─── Raw data
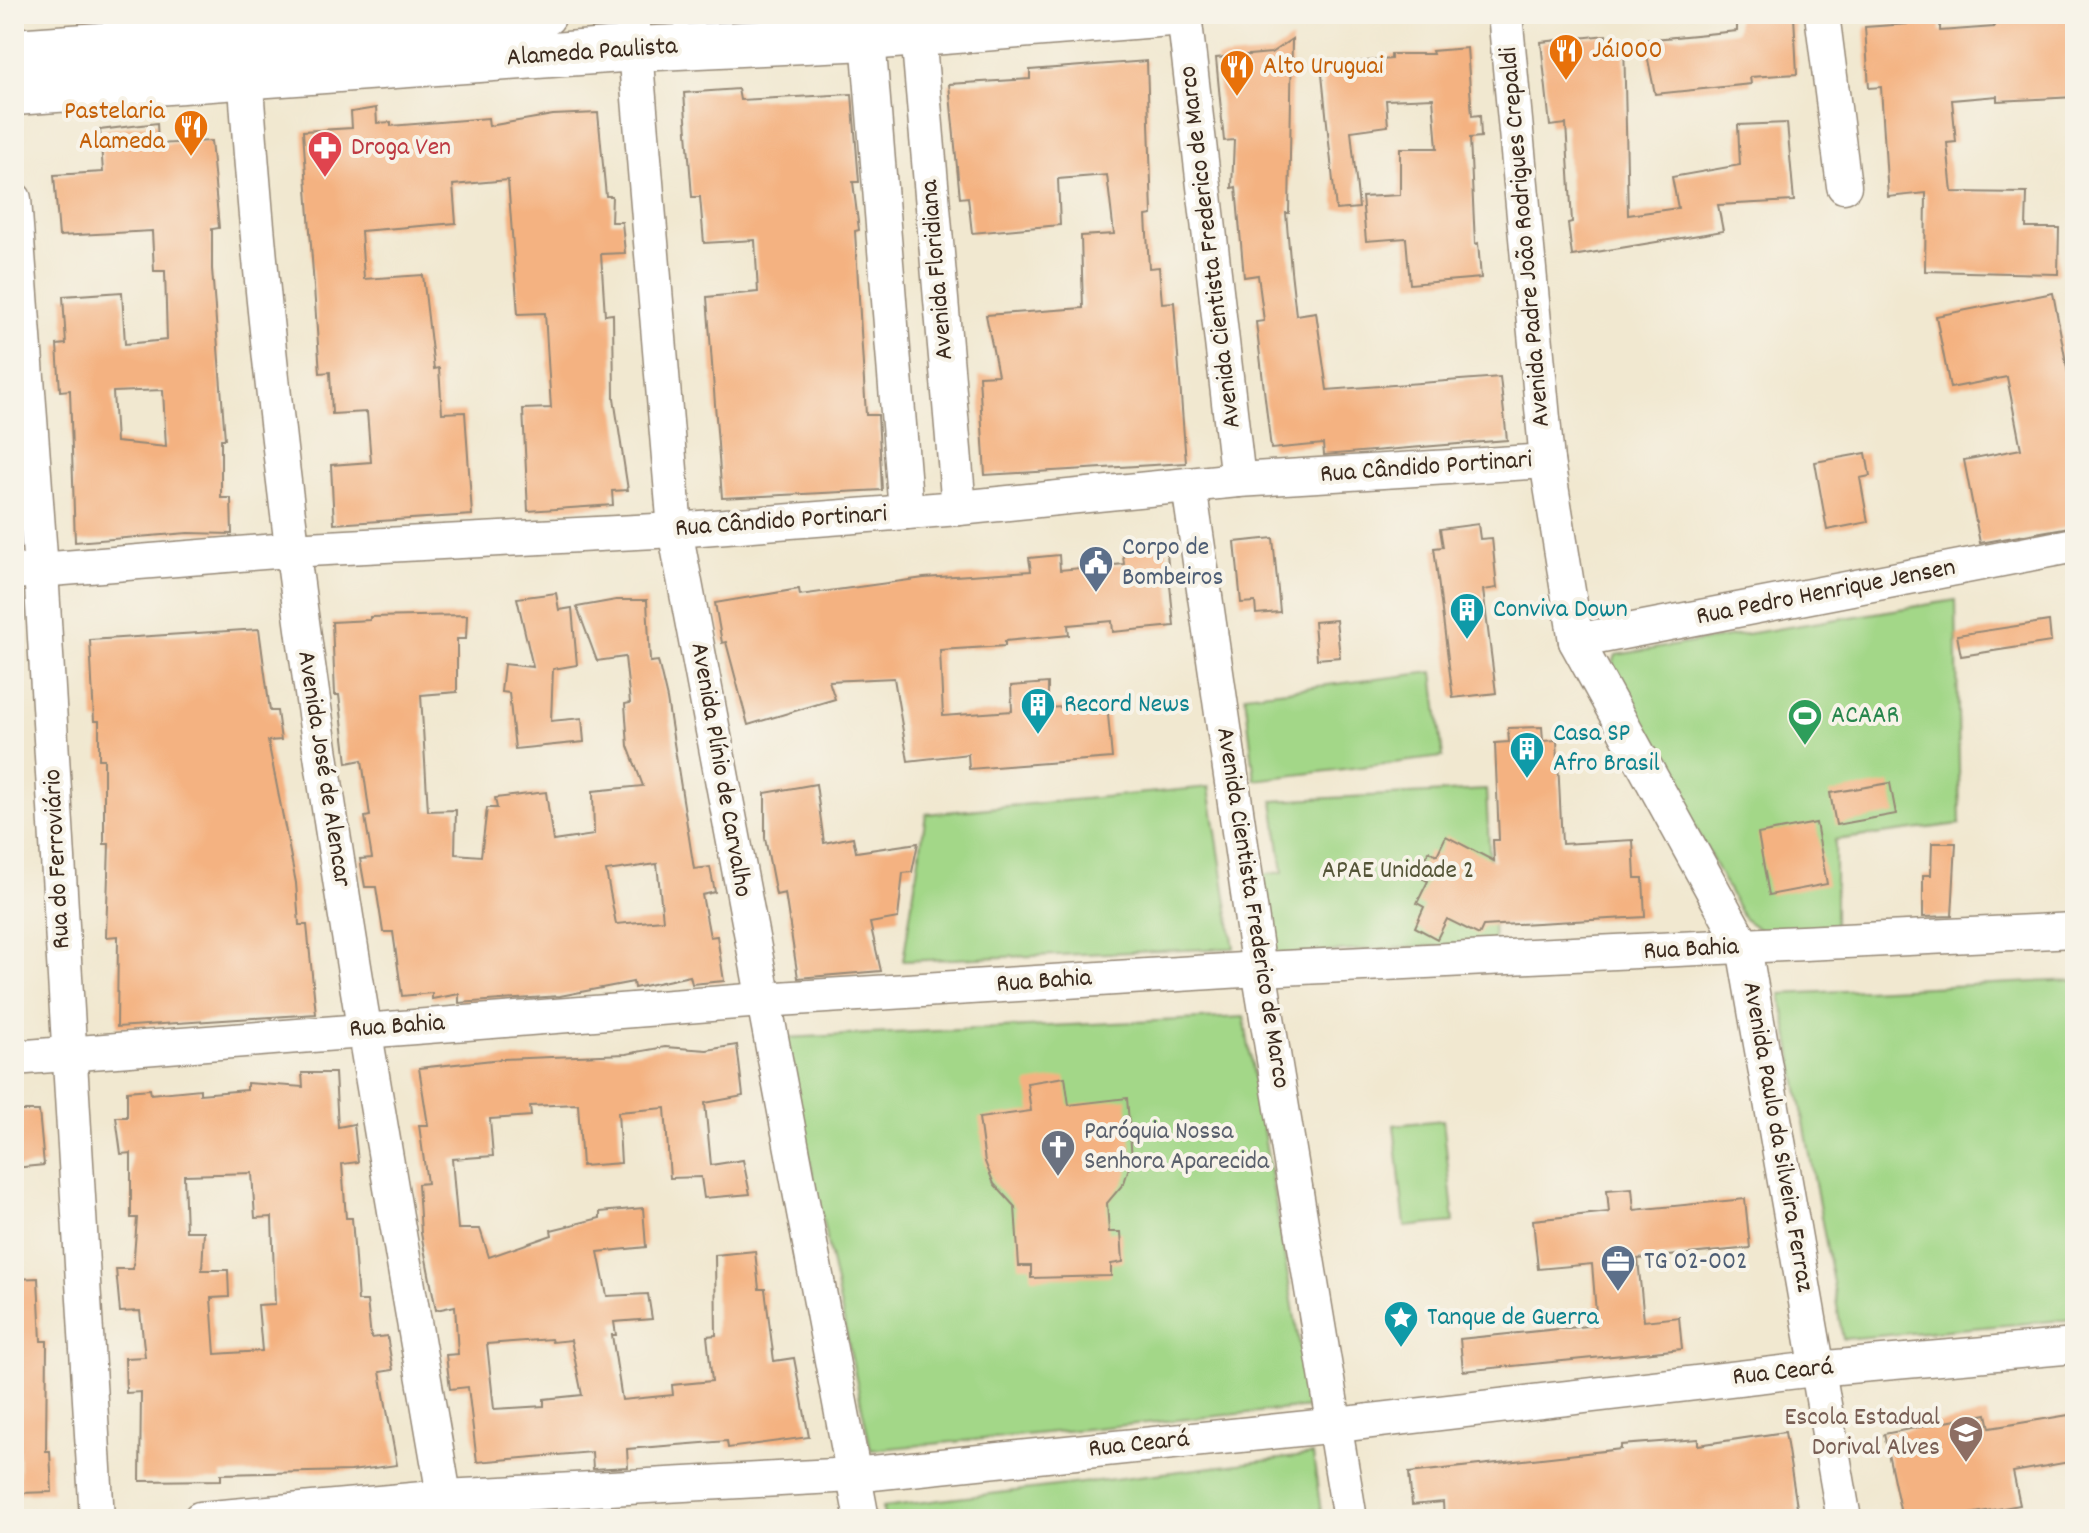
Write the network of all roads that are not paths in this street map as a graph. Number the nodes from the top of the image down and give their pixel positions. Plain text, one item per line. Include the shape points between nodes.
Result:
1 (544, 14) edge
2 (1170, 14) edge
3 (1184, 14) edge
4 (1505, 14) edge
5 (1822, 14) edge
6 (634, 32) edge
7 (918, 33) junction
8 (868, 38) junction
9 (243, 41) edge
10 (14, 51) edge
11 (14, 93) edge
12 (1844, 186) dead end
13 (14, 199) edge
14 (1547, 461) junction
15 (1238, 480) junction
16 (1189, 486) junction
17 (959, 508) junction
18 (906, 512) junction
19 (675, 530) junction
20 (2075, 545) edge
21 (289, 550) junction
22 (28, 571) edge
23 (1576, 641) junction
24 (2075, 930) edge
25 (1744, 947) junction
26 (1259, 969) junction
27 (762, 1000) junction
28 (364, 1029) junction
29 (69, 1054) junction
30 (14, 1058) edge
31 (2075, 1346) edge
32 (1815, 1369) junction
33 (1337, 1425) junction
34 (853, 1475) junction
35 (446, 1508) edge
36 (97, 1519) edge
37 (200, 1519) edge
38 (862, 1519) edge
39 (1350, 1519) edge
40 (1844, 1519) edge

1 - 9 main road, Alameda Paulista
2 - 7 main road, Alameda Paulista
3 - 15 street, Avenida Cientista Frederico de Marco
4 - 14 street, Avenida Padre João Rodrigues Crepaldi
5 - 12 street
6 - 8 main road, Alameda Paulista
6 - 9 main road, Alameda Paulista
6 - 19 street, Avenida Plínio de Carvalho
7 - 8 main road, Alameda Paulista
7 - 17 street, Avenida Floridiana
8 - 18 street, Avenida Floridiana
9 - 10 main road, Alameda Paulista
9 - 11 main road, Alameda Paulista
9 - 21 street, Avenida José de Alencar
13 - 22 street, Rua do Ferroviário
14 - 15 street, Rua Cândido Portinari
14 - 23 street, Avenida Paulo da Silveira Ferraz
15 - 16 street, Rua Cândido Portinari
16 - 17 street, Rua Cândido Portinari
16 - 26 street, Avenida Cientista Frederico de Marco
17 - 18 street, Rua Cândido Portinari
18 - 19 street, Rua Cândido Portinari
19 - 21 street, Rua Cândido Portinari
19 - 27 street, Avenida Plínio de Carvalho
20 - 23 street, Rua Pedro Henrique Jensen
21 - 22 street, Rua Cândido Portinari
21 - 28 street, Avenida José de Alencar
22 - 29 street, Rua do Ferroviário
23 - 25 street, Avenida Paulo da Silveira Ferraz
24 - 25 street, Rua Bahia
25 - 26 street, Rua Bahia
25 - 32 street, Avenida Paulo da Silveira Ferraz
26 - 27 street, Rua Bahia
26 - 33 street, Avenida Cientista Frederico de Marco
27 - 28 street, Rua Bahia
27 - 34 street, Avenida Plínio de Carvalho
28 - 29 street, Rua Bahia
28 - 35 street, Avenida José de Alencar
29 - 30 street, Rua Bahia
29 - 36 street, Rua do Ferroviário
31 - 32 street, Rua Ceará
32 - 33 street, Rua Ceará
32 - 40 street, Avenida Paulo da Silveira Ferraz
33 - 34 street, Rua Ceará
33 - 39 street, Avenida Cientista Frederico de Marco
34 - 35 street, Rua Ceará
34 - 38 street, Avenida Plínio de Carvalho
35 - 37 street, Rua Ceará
──────
Please print the entries exactly as they stand. Images are not part of the copy.

Write the network of all roads that are not paths in this street map as a graph. Number the nodes from the top of the image down and give their pixel positions. Plain text, one item per line. Include the shape points between nodes.
Result:
1 (544, 14) edge
2 (1170, 14) edge
3 (1184, 14) edge
4 (1505, 14) edge
5 (1822, 14) edge
6 (634, 32) edge
7 (918, 33) junction
8 (868, 38) junction
9 (243, 41) edge
10 (14, 51) edge
11 (14, 93) edge
12 (1844, 186) dead end
13 (14, 199) edge
14 (1547, 461) junction
15 (1238, 480) junction
16 (1189, 486) junction
17 (959, 508) junction
18 (906, 512) junction
19 (675, 530) junction
20 (2075, 545) edge
21 (289, 550) junction
22 (28, 571) edge
23 (1576, 641) junction
24 (2075, 930) edge
25 (1744, 947) junction
26 (1259, 969) junction
27 (762, 1000) junction
28 (364, 1029) junction
29 (69, 1054) junction
30 (14, 1058) edge
31 (2075, 1346) edge
32 (1815, 1369) junction
33 (1337, 1425) junction
34 (853, 1475) junction
35 (446, 1508) edge
36 (97, 1519) edge
37 (200, 1519) edge
38 (862, 1519) edge
39 (1350, 1519) edge
40 (1844, 1519) edge

1 - 9 main road, Alameda Paulista
2 - 7 main road, Alameda Paulista
3 - 15 street, Avenida Cientista Frederico de Marco
4 - 14 street, Avenida Padre João Rodrigues Crepaldi
5 - 12 street
6 - 8 main road, Alameda Paulista
6 - 9 main road, Alameda Paulista
6 - 19 street, Avenida Plínio de Carvalho
7 - 8 main road, Alameda Paulista
7 - 17 street, Avenida Floridiana
8 - 18 street, Avenida Floridiana
9 - 10 main road, Alameda Paulista
9 - 11 main road, Alameda Paulista
9 - 21 street, Avenida José de Alencar
13 - 22 street, Rua do Ferroviário
14 - 15 street, Rua Cândido Portinari
14 - 23 street, Avenida Paulo da Silveira Ferraz
15 - 16 street, Rua Cândido Portinari
16 - 17 street, Rua Cândido Portinari
16 - 26 street, Avenida Cientista Frederico de Marco
17 - 18 street, Rua Cândido Portinari
18 - 19 street, Rua Cândido Portinari
19 - 21 street, Rua Cândido Portinari
19 - 27 street, Avenida Plínio de Carvalho
20 - 23 street, Rua Pedro Henrique Jensen
21 - 22 street, Rua Cândido Portinari
21 - 28 street, Avenida José de Alencar
22 - 29 street, Rua do Ferroviário
23 - 25 street, Avenida Paulo da Silveira Ferraz
24 - 25 street, Rua Bahia
25 - 26 street, Rua Bahia
25 - 32 street, Avenida Paulo da Silveira Ferraz
26 - 27 street, Rua Bahia
26 - 33 street, Avenida Cientista Frederico de Marco
27 - 28 street, Rua Bahia
27 - 34 street, Avenida Plínio de Carvalho
28 - 29 street, Rua Bahia
28 - 35 street, Avenida José de Alencar
29 - 30 street, Rua Bahia
29 - 36 street, Rua do Ferroviário
31 - 32 street, Rua Ceará
32 - 33 street, Rua Ceará
32 - 40 street, Avenida Paulo da Silveira Ferraz
33 - 34 street, Rua Ceará
33 - 39 street, Avenida Cientista Frederico de Marco
34 - 35 street, Rua Ceará
34 - 38 street, Avenida Plínio de Carvalho
35 - 37 street, Rua Ceará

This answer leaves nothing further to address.